TRL
TOP PAGETokyo Research LaboratoryEmploymentProjectsRelated InformationIBM Research
Japanese page is here.

Web site visualization by the combination of Web sitemap and access statistics chart


Outline

It is very important to understand the trend and distribution of accesses of Web sites, especially for designers, administrators, and analysts of Web sites. Many of existing commecial Web access analysis software tools simply represent the access statistics by using bar charts, pie charts, ranking table, and so on; however, it might be difficult to discover local, subconcious, and interesting access trends by only using such simple representations.

To improve the problem, we developed the Web site vsiualization system that provides the overview of access distributions. The system automatically generates the sitemap by Data jewelry-box algirithm , and represents the access distribution by the combination of the sitemap and access distribution chart.


Research contents

The following figure denotes the overview of the presented system. The system first reads the access log files, which are usually stored by Web servers. The system then corrects the URLs of accessed files, and constructs the hierarchical data according to the hierarchy of URL directories (see the lower-left part of the figure). It automatically generates the sitemap by Data jewelry box algorithm.

Simultaneously, the system aggregates the access according to the user-specified attributes, such as date, time of day, return code, referrer, and host of client. It then represents the statistics as access distribution charts (see the upper-right part of the figure). Clicking a part of the access distribution chart, the system maps the statistics of accesses corresponding to the clicked part onto the sitemap. It finally represents the access distribution as three-dimensional bar charts on the sitemap (see the lower-right part of the figure) .

The following two images are the examples of access distribution charts represented by the system. The left image is generated by counting the access according to the date, and then divide and color the bars to 24 parts according to the hour of the day. By clicking a part of the chart, the system reprensets the access distribution in the hour corresponding to the clicked part. The right image is generated by counting the access according to the return code, and then divide and color the bars to 24 parts according to the hour of the day.

The following image is an example of the representation of access distribution by the system, which is obtained by clicking a red part of the seventh day of the above left image. On the sitemap, gray dots denote the webpages which are not accessed in the hour. Red bars denote the webpage which are accessed in the hour, and these altitudes denote the number of accesses in the hour. Recutangular border lines surrounding the gray dots and red bars denote the directory hierarchy of the Web site.

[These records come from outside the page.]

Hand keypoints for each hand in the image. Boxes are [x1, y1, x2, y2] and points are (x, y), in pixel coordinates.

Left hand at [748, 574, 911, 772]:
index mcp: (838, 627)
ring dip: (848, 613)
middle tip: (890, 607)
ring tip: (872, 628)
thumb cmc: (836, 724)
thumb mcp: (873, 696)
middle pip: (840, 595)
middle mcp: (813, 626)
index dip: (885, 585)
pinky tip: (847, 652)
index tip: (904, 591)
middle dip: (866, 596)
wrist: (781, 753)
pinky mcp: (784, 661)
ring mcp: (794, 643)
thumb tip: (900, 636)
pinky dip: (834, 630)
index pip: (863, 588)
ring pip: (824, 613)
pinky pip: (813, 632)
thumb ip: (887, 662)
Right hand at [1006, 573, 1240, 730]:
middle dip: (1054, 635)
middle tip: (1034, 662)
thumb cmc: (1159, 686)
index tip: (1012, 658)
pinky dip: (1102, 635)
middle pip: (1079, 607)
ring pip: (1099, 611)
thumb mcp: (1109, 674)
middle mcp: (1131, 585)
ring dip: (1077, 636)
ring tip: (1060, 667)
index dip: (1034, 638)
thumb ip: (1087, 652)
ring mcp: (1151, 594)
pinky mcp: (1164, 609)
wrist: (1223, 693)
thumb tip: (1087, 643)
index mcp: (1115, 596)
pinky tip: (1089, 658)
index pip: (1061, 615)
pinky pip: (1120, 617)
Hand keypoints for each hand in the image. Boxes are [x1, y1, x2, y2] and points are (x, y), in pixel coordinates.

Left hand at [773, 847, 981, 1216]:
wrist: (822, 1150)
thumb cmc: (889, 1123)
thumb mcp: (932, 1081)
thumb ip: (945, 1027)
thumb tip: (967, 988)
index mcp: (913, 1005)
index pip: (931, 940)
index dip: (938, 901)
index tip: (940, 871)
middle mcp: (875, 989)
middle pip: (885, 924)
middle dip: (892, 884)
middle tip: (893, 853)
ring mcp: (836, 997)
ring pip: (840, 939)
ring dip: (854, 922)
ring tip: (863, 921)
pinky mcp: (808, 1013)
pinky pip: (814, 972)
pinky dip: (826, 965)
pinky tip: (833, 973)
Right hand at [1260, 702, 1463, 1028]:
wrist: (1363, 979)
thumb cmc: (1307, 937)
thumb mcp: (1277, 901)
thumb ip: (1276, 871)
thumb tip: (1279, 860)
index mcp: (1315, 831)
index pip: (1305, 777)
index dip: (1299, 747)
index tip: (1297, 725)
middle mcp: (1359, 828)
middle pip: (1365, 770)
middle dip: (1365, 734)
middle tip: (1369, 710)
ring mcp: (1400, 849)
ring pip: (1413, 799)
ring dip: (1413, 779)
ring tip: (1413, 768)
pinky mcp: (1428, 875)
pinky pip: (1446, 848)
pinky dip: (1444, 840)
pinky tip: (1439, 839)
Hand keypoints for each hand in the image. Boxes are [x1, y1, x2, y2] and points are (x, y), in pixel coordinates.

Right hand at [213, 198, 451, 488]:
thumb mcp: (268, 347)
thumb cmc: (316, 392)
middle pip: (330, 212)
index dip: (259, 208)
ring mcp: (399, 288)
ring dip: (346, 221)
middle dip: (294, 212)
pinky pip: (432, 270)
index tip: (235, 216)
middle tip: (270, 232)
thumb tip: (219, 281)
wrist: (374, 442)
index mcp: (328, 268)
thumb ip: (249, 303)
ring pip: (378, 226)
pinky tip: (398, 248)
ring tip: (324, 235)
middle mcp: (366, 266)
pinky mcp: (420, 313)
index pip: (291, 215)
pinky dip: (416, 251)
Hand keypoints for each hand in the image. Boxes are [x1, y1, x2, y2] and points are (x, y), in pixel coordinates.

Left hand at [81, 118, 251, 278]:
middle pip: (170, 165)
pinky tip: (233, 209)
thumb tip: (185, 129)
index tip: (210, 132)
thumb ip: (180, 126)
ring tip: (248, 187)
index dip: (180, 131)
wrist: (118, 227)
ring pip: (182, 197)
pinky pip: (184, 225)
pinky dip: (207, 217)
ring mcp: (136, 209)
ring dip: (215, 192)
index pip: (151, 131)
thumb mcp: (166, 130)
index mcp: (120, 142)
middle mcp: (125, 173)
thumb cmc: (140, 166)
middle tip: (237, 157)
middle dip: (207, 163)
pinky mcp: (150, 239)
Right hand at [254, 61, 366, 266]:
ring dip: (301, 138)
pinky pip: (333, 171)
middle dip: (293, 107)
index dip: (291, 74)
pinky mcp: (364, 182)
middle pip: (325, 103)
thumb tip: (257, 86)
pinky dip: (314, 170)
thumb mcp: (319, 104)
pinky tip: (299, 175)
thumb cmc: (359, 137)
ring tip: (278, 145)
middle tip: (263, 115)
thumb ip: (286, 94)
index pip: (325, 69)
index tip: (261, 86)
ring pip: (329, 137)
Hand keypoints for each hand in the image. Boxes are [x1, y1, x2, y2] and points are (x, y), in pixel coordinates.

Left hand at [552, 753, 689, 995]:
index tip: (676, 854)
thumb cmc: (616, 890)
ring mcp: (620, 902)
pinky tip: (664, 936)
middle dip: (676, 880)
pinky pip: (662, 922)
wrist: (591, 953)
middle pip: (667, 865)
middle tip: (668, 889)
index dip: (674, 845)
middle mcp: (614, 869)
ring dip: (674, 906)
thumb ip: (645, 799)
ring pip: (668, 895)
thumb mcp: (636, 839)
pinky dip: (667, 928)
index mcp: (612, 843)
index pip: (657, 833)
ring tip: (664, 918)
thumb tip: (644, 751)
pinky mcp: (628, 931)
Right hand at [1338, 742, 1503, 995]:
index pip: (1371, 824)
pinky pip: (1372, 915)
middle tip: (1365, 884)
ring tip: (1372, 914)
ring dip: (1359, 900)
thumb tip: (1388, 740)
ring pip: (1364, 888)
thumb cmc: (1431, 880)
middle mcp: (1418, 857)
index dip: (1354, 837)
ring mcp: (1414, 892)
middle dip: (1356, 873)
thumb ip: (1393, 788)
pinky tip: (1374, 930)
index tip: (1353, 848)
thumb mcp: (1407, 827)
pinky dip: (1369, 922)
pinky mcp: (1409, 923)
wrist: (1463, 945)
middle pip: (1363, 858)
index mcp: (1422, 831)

The green circle in the upper-right part of the above figure denotes that more than hundred webpages in one directory were accessed in the hour. We found that all these webpages are the API reference of a open source codes. It is sometimes difficult to discuver such subconcious accesses by eager browsers; however, this example shows that the system provides the functionality to easily discover such accesses.

The other green circle in the lower-right patt of the above figure denotes that one webpage was very frequently accessed in the hour. The number of accesses of the webpage was only high on that day. Clicking the bar, the system provides the access statistics chart for the accesses of the specific webpage. The following image denotes the access distribution chart that is generated by aggregating the access of the webpage according to the referrer. Seeing the the chart, we found that the webpage was frequently accessed by clicking the link from the website of business newspaper company.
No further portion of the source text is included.